WHAT IS REQUIRED = The whole listing needs to be restated word for word.
===== INPUT DATA =====
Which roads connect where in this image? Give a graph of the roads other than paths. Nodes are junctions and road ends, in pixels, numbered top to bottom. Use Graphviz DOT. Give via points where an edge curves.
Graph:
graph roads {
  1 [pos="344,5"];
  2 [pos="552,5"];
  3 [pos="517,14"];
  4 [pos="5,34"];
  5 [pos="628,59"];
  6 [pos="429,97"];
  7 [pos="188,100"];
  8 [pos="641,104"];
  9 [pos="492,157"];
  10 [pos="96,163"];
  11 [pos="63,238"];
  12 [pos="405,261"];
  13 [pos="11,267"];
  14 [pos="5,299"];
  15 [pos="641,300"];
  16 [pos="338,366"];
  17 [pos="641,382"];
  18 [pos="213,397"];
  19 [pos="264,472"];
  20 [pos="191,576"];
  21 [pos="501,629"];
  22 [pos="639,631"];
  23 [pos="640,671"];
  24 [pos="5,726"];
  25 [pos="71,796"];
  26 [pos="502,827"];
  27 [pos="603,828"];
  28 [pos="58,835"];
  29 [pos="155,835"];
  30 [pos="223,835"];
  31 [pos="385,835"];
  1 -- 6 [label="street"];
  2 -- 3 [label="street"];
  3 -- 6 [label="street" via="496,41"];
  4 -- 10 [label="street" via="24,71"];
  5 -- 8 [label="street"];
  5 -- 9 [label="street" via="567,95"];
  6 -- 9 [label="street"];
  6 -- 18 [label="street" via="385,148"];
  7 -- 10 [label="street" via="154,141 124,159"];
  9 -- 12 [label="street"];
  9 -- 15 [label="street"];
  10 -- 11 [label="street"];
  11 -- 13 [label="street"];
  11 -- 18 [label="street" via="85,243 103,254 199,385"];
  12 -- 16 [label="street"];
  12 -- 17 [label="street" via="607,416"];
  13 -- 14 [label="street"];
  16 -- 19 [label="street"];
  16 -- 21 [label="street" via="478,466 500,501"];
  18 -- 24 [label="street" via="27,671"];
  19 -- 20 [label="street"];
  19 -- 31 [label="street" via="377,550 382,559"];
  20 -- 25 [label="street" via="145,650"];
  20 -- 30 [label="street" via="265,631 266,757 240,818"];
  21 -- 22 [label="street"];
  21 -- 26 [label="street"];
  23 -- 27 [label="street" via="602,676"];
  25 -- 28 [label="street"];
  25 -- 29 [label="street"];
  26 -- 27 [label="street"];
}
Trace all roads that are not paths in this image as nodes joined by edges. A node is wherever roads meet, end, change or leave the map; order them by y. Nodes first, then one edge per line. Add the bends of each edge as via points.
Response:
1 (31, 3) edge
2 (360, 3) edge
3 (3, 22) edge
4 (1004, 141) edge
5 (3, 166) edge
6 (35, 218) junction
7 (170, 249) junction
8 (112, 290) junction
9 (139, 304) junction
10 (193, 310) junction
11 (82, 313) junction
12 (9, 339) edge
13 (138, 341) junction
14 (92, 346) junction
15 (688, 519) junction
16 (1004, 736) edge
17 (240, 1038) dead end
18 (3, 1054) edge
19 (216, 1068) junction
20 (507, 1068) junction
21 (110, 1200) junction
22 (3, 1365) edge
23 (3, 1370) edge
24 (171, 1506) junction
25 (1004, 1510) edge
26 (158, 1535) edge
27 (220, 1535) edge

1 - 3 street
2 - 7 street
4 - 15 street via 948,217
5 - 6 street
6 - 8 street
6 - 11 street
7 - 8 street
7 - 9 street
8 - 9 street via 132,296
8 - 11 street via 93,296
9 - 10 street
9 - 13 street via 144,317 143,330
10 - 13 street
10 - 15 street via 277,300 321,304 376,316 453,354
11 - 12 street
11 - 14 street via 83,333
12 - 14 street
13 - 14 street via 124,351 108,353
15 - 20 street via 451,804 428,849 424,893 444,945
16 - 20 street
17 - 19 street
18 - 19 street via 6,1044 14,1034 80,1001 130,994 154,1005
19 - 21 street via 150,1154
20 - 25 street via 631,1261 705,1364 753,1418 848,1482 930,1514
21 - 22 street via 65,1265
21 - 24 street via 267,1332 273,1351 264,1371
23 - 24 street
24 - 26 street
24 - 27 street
=====
RESPONSE =
Which roads connect where in this image? Give a graph of the roads other than paths. Nodes are junctions and road ends, in pixels, numbered top to bottom. Use Graphviz DOT. Give via points where an edge curves.
Graph:
graph roads {
  1 [pos="344,5"];
  2 [pos="552,5"];
  3 [pos="517,14"];
  4 [pos="5,34"];
  5 [pos="628,59"];
  6 [pos="429,97"];
  7 [pos="188,100"];
  8 [pos="641,104"];
  9 [pos="492,157"];
  10 [pos="96,163"];
  11 [pos="63,238"];
  12 [pos="405,261"];
  13 [pos="11,267"];
  14 [pos="5,299"];
  15 [pos="641,300"];
  16 [pos="338,366"];
  17 [pos="641,382"];
  18 [pos="213,397"];
  19 [pos="264,472"];
  20 [pos="191,576"];
  21 [pos="501,629"];
  22 [pos="639,631"];
  23 [pos="640,671"];
  24 [pos="5,726"];
  25 [pos="71,796"];
  26 [pos="502,827"];
  27 [pos="603,828"];
  28 [pos="58,835"];
  29 [pos="155,835"];
  30 [pos="223,835"];
  31 [pos="385,835"];
  1 -- 6 [label="street"];
  2 -- 3 [label="street"];
  3 -- 6 [label="street" via="496,41"];
  4 -- 10 [label="street" via="24,71"];
  5 -- 8 [label="street"];
  5 -- 9 [label="street" via="567,95"];
  6 -- 9 [label="street"];
  6 -- 18 [label="street" via="385,148"];
  7 -- 10 [label="street" via="154,141 124,159"];
  9 -- 12 [label="street"];
  9 -- 15 [label="street"];
  10 -- 11 [label="street"];
  11 -- 13 [label="street"];
  11 -- 18 [label="street" via="85,243 103,254 199,385"];
  12 -- 16 [label="street"];
  12 -- 17 [label="street" via="607,416"];
  13 -- 14 [label="street"];
  16 -- 19 [label="street"];
  16 -- 21 [label="street" via="478,466 500,501"];
  18 -- 24 [label="street" via="27,671"];
  19 -- 20 [label="street"];
  19 -- 31 [label="street" via="377,550 382,559"];
  20 -- 25 [label="street" via="145,650"];
  20 -- 30 [label="street" via="265,631 266,757 240,818"];
  21 -- 22 [label="street"];
  21 -- 26 [label="street"];
  23 -- 27 [label="street" via="602,676"];
  25 -- 28 [label="street"];
  25 -- 29 [label="street"];
  26 -- 27 [label="street"];
}
Trace all roads that are not paths in this image as nodes joined by edges. A node is wherever roads meet, end, change or leave the map; order them by y. Nodes first, then one edge per line. Add the bends of each edge as via points.
Response:
1 (31, 3) edge
2 (360, 3) edge
3 (3, 22) edge
4 (1004, 141) edge
5 (3, 166) edge
6 (35, 218) junction
7 (170, 249) junction
8 (112, 290) junction
9 (139, 304) junction
10 (193, 310) junction
11 (82, 313) junction
12 (9, 339) edge
13 (138, 341) junction
14 (92, 346) junction
15 (688, 519) junction
16 (1004, 736) edge
17 (240, 1038) dead end
18 (3, 1054) edge
19 (216, 1068) junction
20 (507, 1068) junction
21 (110, 1200) junction
22 (3, 1365) edge
23 (3, 1370) edge
24 (171, 1506) junction
25 (1004, 1510) edge
26 (158, 1535) edge
27 (220, 1535) edge

1 - 3 street
2 - 7 street
4 - 15 street via 948,217
5 - 6 street
6 - 8 street
6 - 11 street
7 - 8 street
7 - 9 street
8 - 9 street via 132,296
8 - 11 street via 93,296
9 - 10 street
9 - 13 street via 144,317 143,330
10 - 13 street
10 - 15 street via 277,300 321,304 376,316 453,354
11 - 12 street
11 - 14 street via 83,333
12 - 14 street
13 - 14 street via 124,351 108,353
15 - 20 street via 451,804 428,849 424,893 444,945
16 - 20 street
17 - 19 street
18 - 19 street via 6,1044 14,1034 80,1001 130,994 154,1005
19 - 21 street via 150,1154
20 - 25 street via 631,1261 705,1364 753,1418 848,1482 930,1514
21 - 22 street via 65,1265
21 - 24 street via 267,1332 273,1351 264,1371
23 - 24 street
24 - 26 street
24 - 27 street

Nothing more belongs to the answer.